2024-10-23

Salas

Crítica de “La Leyenda del Dragón”: Un cuento oriental sin emoción alguna

La historia transcurre en la China imperial, en tiempos oscuros. Los dragones, antaño sabios aliados de los hombres, han sido perseguidos y encerrados durante años. En una remota fortaleza en las montañas, una niña ayuda al último de los dragones a escapar y se une a él en una misión para recuperar el tesoro más preciado: el último huevo de dragón, robado por un malvado hechicero que planea utilizar su potencial mágico para alcanzar la inmortalidad.

La Leyenda del Dragón (Dragonkeepe, 2024) es una película que, desafortunadamente, no logra forjar una identidad propia que la distinga del resto. Ya sea por su estética y contexto de origen asiático, que inevitablemente remite a clásicos de la animación como Mulan (1998) o Kung Fu Panda (2008), o por su premisa similar a la reciente Raya y el Último Dragón (Raya and the Last Dragon, 2021), el film de Simó y Li se siente reiterativo y poco innovador. Además, su ejecución no se destaca ni introduce ideas que resulten particularmente interesantes. De hecho, en varios momentos la película se torna monótona, con un guion que parece priorizar el drama y la oscuridad del primer acto—que por momentos llega a ser cruel para el espectador—con la intención de crear una obra más adulta. Sin embargo, se olvida de incluir secuencias humorísticas que alivien el tono dramático y ofrezcan un respiro al público.

Incluso en la batalla final, que ocupa gran parte del segundo acto y busca abarcar el contenido épico, la película no logra hacer efectivos los ideales planteados anteriormente ni generar escenas de acción memorables que aporten algo novedoso. En esencia, la película parece un interminable carrusel de propuestas que podrían enriquecer la trama y el desarrollo de Ping, la protagonista, pero que nunca llegan a concretarse ni a establecerse dentro de la narrativa. Es como si el film nunca lograra definir lo que realmente quiere presentar.

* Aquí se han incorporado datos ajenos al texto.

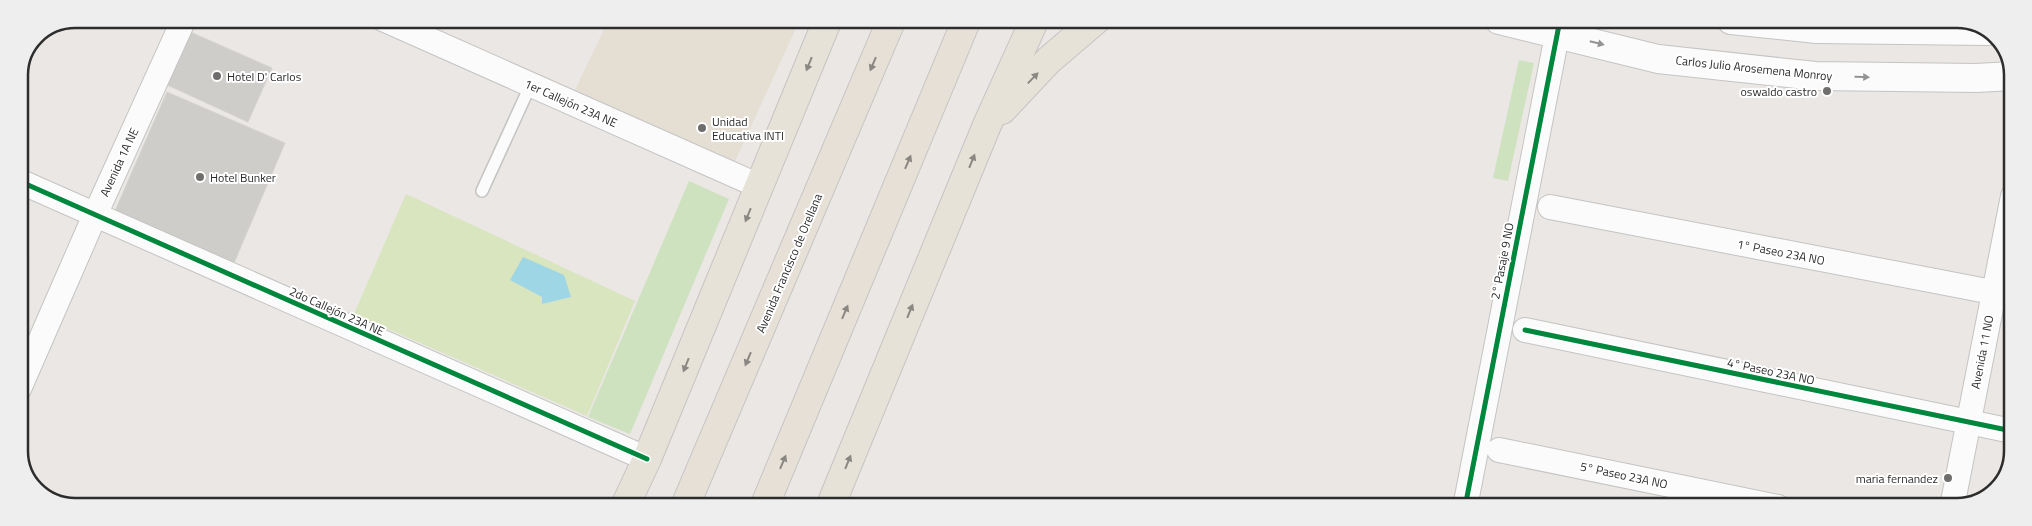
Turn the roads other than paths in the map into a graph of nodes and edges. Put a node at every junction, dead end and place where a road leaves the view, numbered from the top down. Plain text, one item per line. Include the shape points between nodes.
1 (180, 28) edge
2 (403, 28) edge
3 (824, 28) edge
4 (888, 28) edge
5 (964, 28) edge
6 (1031, 28) edge
7 (1086, 28) edge
8 (1558, 28) edge
9 (1564, 28) edge
10 (1807, 28) edge
11 (1975, 31) edge
12 (2004, 76) edge
13 (530, 84) junction
14 (987, 126) junction
15 (28, 185) edge
16 (759, 186) junction
17 (482, 191) dead end
18 (1550, 208) dead end
19 (95, 215) junction
20 (2003, 294) edge
21 (1525, 330) dead end
22 (28, 368) edge
23 (1969, 422) junction
24 (2004, 429) edge
25 (1499, 450) dead end
26 (647, 459) junction
27 (629, 498) edge
28 (689, 498) edge
29 (767, 498) edge
30 (834, 498) edge
31 (1467, 498) edge
32 (1734, 498) edge
33 (1954, 498) edge

1 - 19 street, Avenida 1A NE
2 - 13 street, 1er Callejón 23A NE
3 -> 16 main road
4 -> 28 highway, Avenida Francisco de Orellana
29 -> 5 highway
6 - 14 main road
14 -> 7 main road via 1049,60
8 - 31 street, 2° Pasaje 9 NO
9 -> 12 main road, Carlos Julio Arosemena Monroy via 1658,59 1815,76
10 - 11 main road
13 - 16 street, 1er Callejón 23A NE
13 - 17 lane
30 -> 14 main road
15 - 19 street, 2do Callejón 23A NE
16 -> 26 main road
18 - 20 street, 1° Paseo 23A NO
19 - 22 street, Avenida 1A NE
19 - 26 street, 2do Callejón 23A NE
20 - 23 street, Avenida 11 NO
21 - 23 street, 4° Paseo 23A NO
23 - 24 street, 4° Paseo 23A NO
23 - 33 street, Avenida 11 NO
25 - 32 street, 5° Paseo 23A NO
26 - 27 main road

Otro aspecto problemático es la estructura narrativa. La película parece saltarse un segundo acto coherente, dejando un vacío entre un confuso primer acto, en el que la presentación de personajes es poco clara, y un tercer acto donde se intentan resolver problemas introducidos de manera apresurada. Esta ausencia se hace especialmente evidente en la relación entre Ping y el dragón, ya que aunque ella es la elegida para recuperar el último huevo, la conexión entre ambos no logra desarrollarse de manera convincente ni resulta relevante para el futuro de la historia.

A pesar de todo, La Leyenda del Dragón cuenta con algunos puntos a favor, como su atractiva estética oriental, una animación visualmente agradable y la ambición de ofrecer una narrativa más seria y dramática de lo habitual en este tipo de producciones. Sin embargo, estos aspectos positivos quedan opacados por la falta de cohesión y claridad en la película, donde ni siquiera los propios personajes parecen saber cuál es su verdadero objetivo.